Mlliyet Milliyet Blog Milliyet Blog
 
Facebook Connect
Blog Kategorileri
 

15 Şubat '10

 
Kategori
Deneme
 

Yalnızlık (!)...

Yalnızlık (!)...
 

Geceye benzeyen kara gözleri vardı!

Bakınca gözlerinin içinde kaybolduğunu sandığın iki kara göz!

Kimdi? Nasıl biriydi? Bilen yoktu(!)

…Konuşmazdı!

Bazen yağmura tutulmuş gibi olurdu yüzü…Peçeteler ıslaklığı temizlemek için yarışırdı.

Gece onu saklardı, yalnızca geceleri kendi olurdu.

Hıçkırıkları gecenin karanlığına karışırdı, ağzını yastığa bastırırdı, sesi duyulmasın diye! …yastıkta ıslanırdı.

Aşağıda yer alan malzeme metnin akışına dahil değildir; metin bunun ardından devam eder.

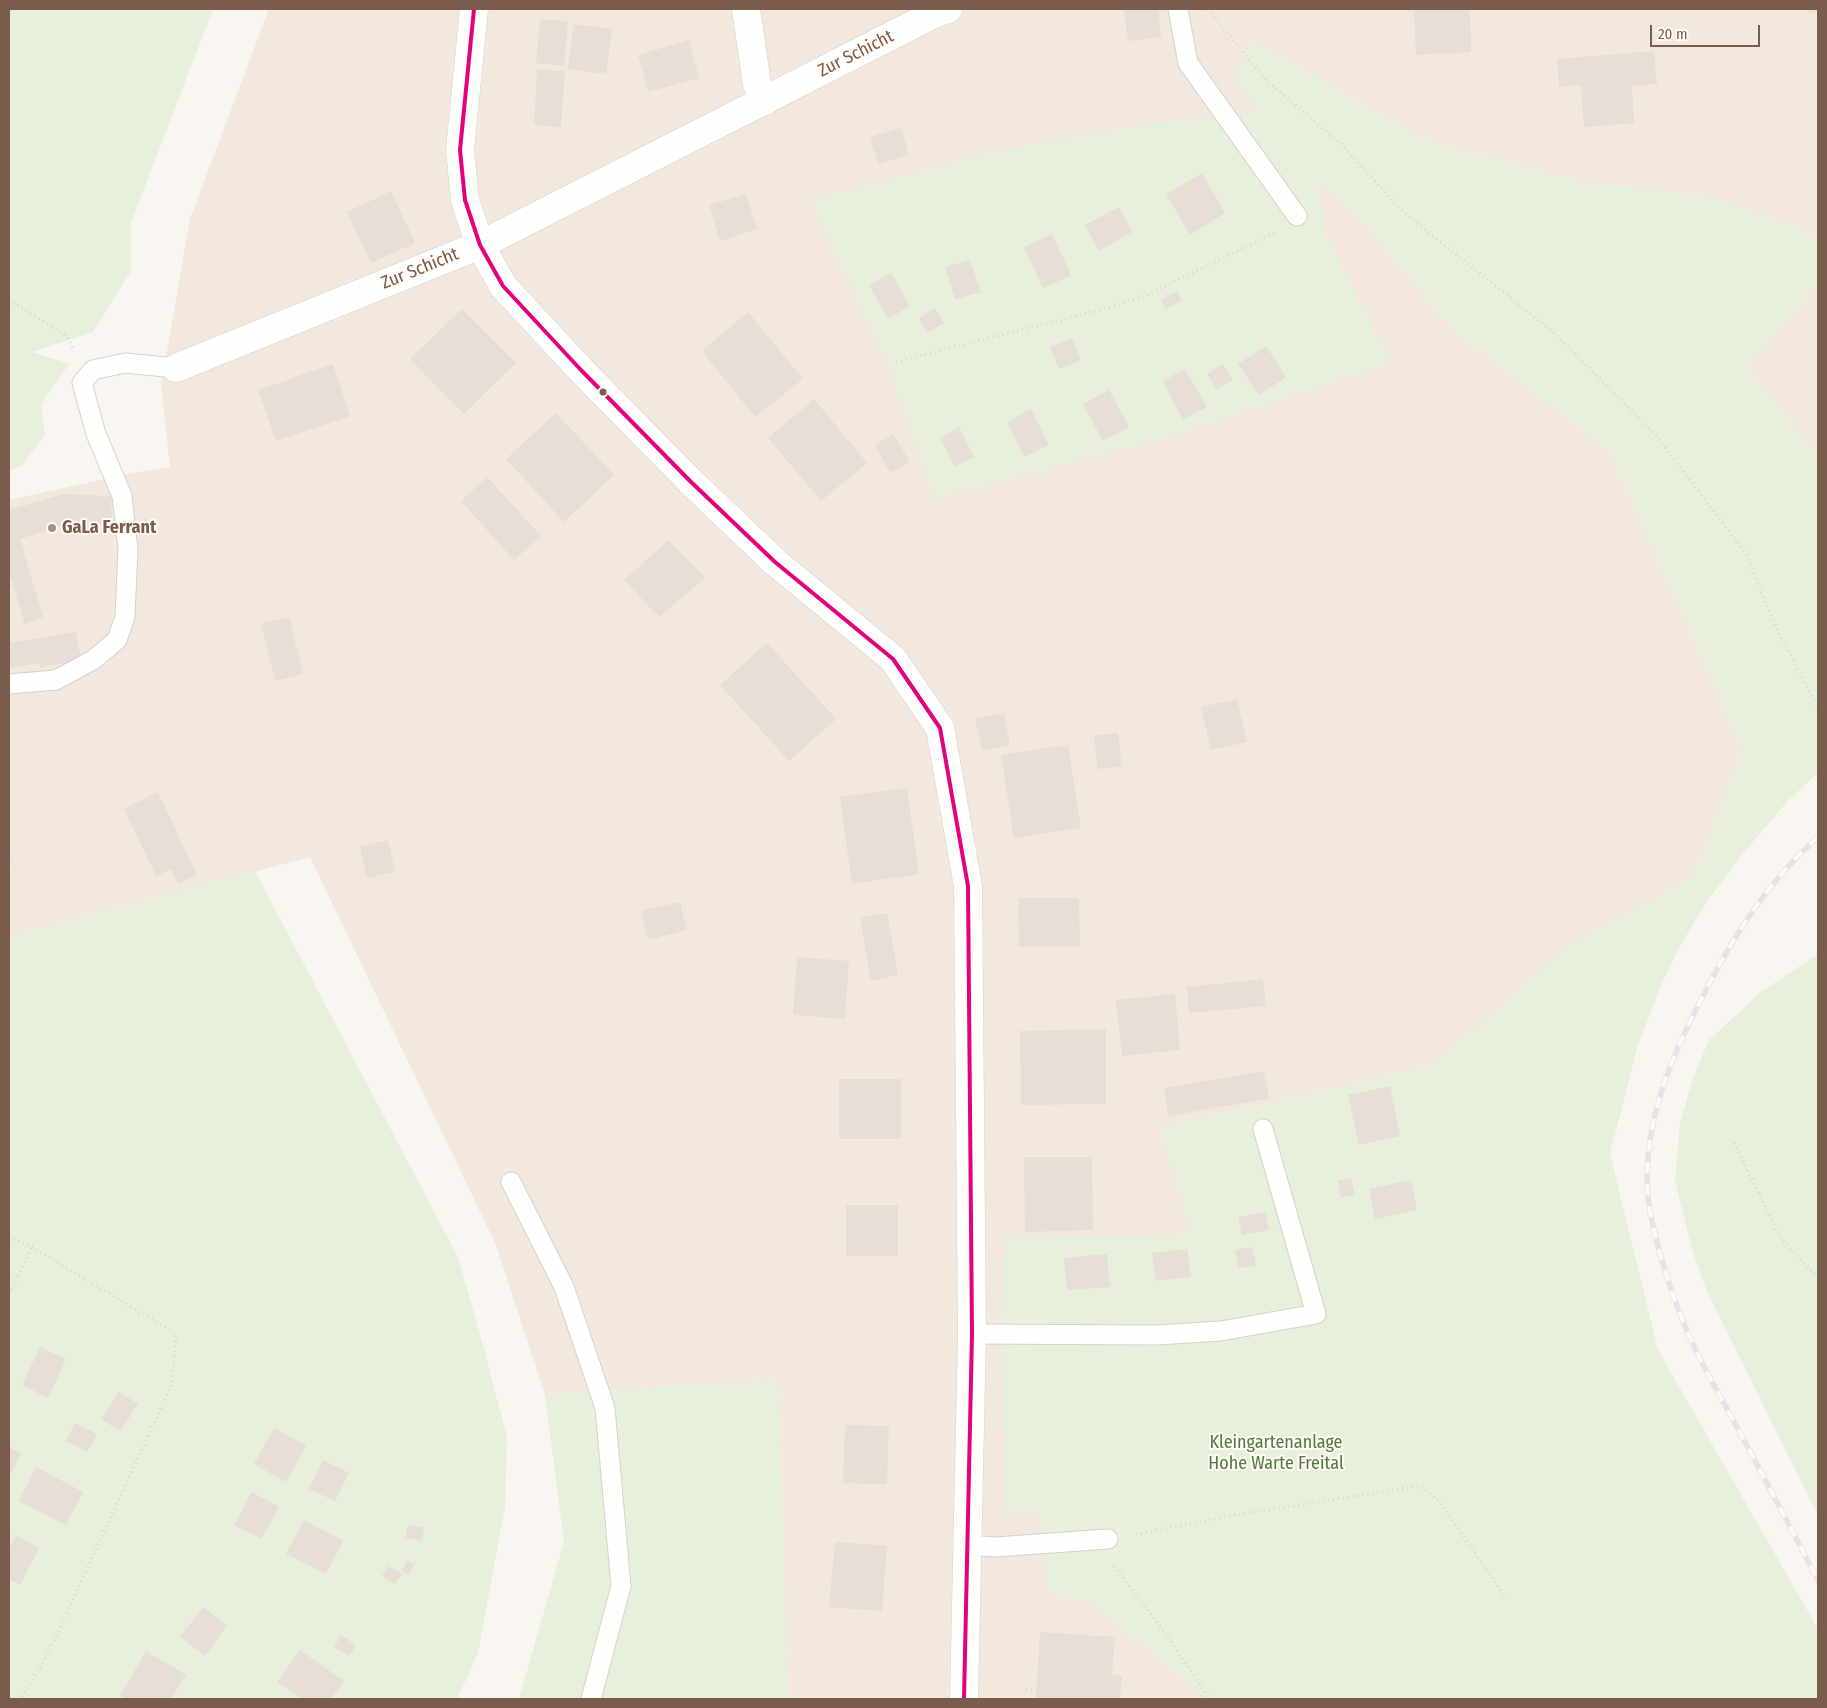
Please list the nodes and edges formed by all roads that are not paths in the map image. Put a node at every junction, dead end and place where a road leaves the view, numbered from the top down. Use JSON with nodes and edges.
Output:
{"nodes":[{"id":1,"x":474,"y":9,"type":"edge"},
{"id":2,"x":746,"y":9,"type":"edge"},
{"id":3,"x":948,"y":9,"type":"edge"},
{"id":4,"x":1178,"y":9,"type":"edge"},
{"id":5,"x":765,"y":101,"type":"junction"},
{"id":6,"x":1298,"y":216,"type":"road end"},
{"id":7,"x":480,"y":245,"type":"junction"},
{"id":8,"x":176,"y":368,"type":"joint"},
{"id":9,"x":9,"y":684,"type":"edge"},
{"id":10,"x":1263,"y":1129,"type":"dead end"},
{"id":11,"x":511,"y":1182,"type":"dead end"},
{"id":12,"x":972,"y":1334,"type":"junction"},
{"id":13,"x":1101,"y":1539,"type":"road end"},
{"id":14,"x":967,"y":1545,"type":"junction"},
{"id":15,"x":591,"y":1699,"type":"edge"},
{"id":16,"x":964,"y":1699,"type":"edge"}],
"edges":[{"from":1,"to":7,"type":"street"},
{"from":2,"to":5,"type":"street"},
{"from":3,"to":5,"type":"street","name":"Zur Schicht"},
{"from":4,"to":6,"type":"lane"},
{"from":5,"to":7,"type":"street","name":"Zur Schicht"},
{"from":7,"to":8,"type":"street","name":"Zur Schicht"},
{"from":7,"to":12,"type":"street"},
{"from":8,"to":9,"type":"lane"},
{"from":10,"to":12,"type":"lane"},
{"from":11,"to":15,"type":"lane"},
{"from":12,"to":14,"type":"street"},
{"from":13,"to":14,"type":"lane"},
{"from":14,"to":16,"type":"street"}]}
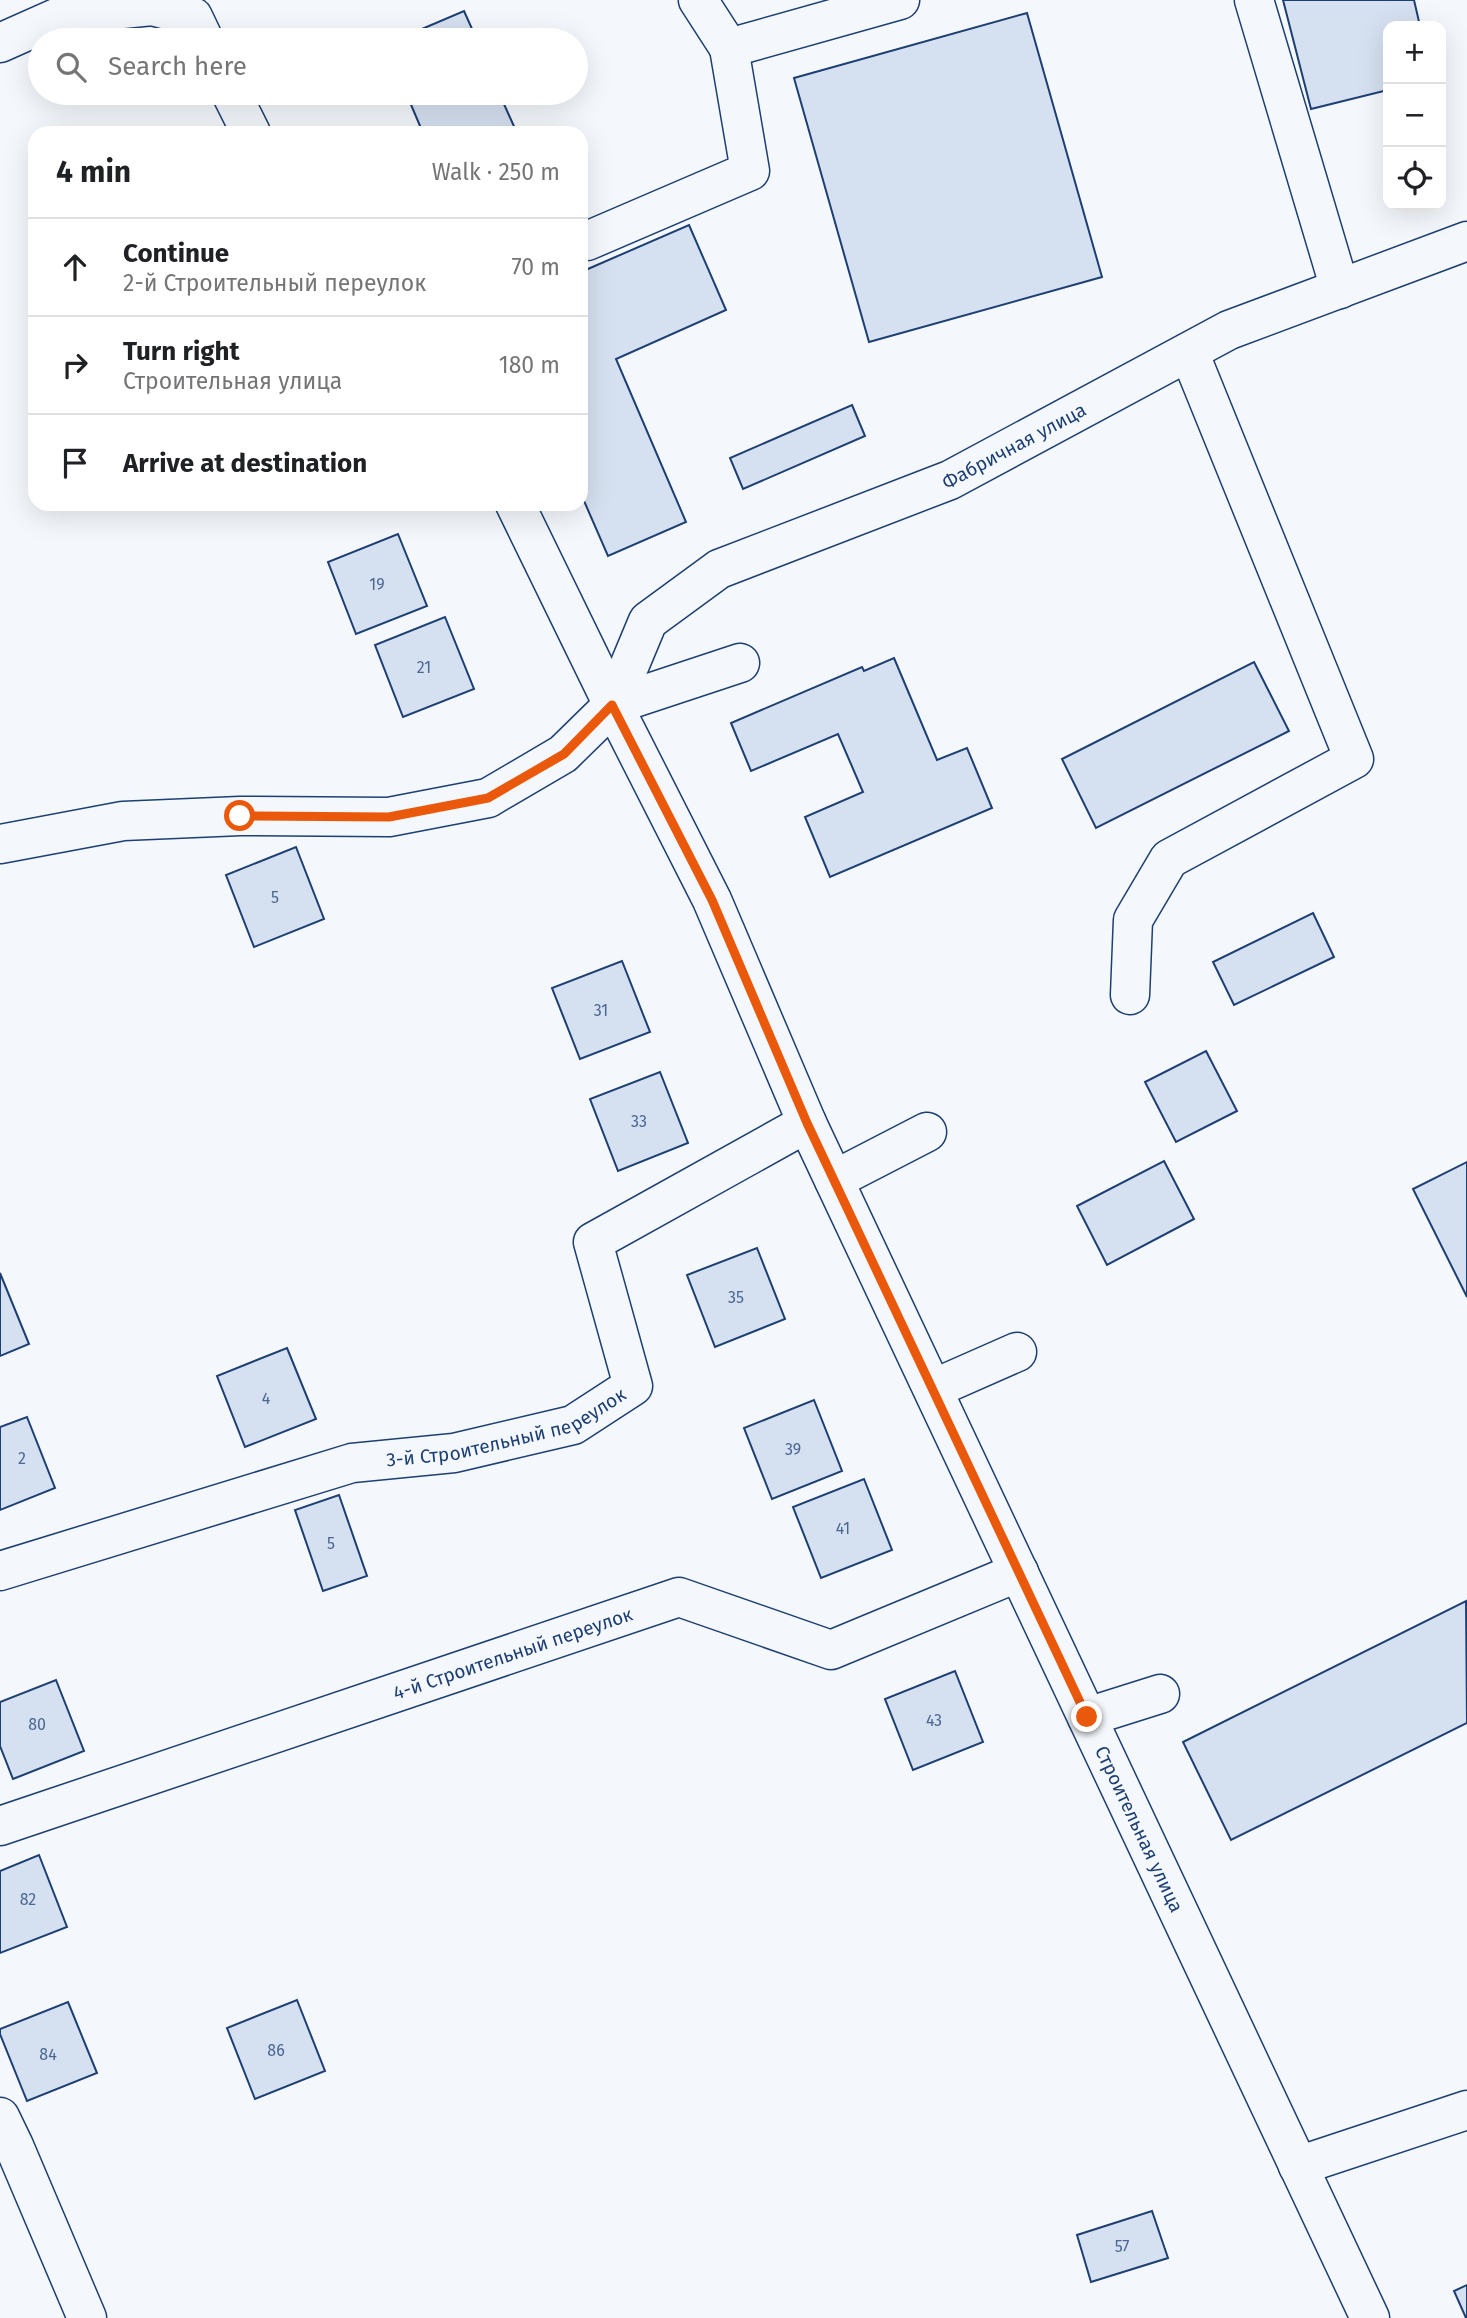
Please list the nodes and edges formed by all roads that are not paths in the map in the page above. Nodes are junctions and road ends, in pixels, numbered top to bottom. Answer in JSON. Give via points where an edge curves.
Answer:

Binlerce söyleyecek söz birikmişti içinde(!) …

Boğazı düğümlenirdi …

Konuşacak bir dostu/ arkadaşı yoktu ki!

Yalnızlığın içinden kurtulacak bir şeyler arıyordu.

Herkesin derin bir uykuda olduğu gece yarısında o yalnızlığını hafifletecek bir şeylerin arayışındaydı.

Televizyonu açtı, elinde kumanda tüm kanalları tek tek gezindi. Yok(!)... İzlenmeye değer bir program, film vs. bulamadı gönlüne göre(!)

Yine canı sıkkın televizyonu kapatıp, kitap rafından bir kitap almak üzere; güçlükle yatağından doğrulup, yatağının başucunda duran “walker” volkırına (katlanır sabit-hareketli denge sağlayıcıya) tutunarak ilerledi. Raftaki kitaplara dokunup tek tek içinden bir tane kitap seçti. Tekrar yatağının yanına dönünce…

Önce kitabını sonrada kendini yatağının üstüne dikkatlice attı.

Odayı gece lambası aydınlatıyordu.

...Yatağına uzandı ve seçmiş olduğu kitabı loş ışık altında okumaya başladı.

Okudu!

… Okudu!

… Uzun bir zaman geçti. Kitapta kaldığı yeri ayraç ile belirginleştirip yatağının yanındaki komidinin üstüne bıraktı.

Okuduğu kitap ‘yalnızlık’ ile ilgiliydi ve yalnızlığın yazarak hafifleyeceğini okumuştu.

Komidinin çekmecesini açıp birkaç yıl öncesine ait yazılmadığı (kullanılmadığı) için bomboş duran ajandasını aldı. Yine uzun zamandır kullanılmadığı için mürekkebi kurumuş tükenmez kalemlerin içinden yazanı belki bulabilirim gayreti ile ajandadan açmış olduğu boş sayfada karalamalar yapmaya çalıştı. Çabası boşunaydı kalemlerin hiçbiri yazmıyordu.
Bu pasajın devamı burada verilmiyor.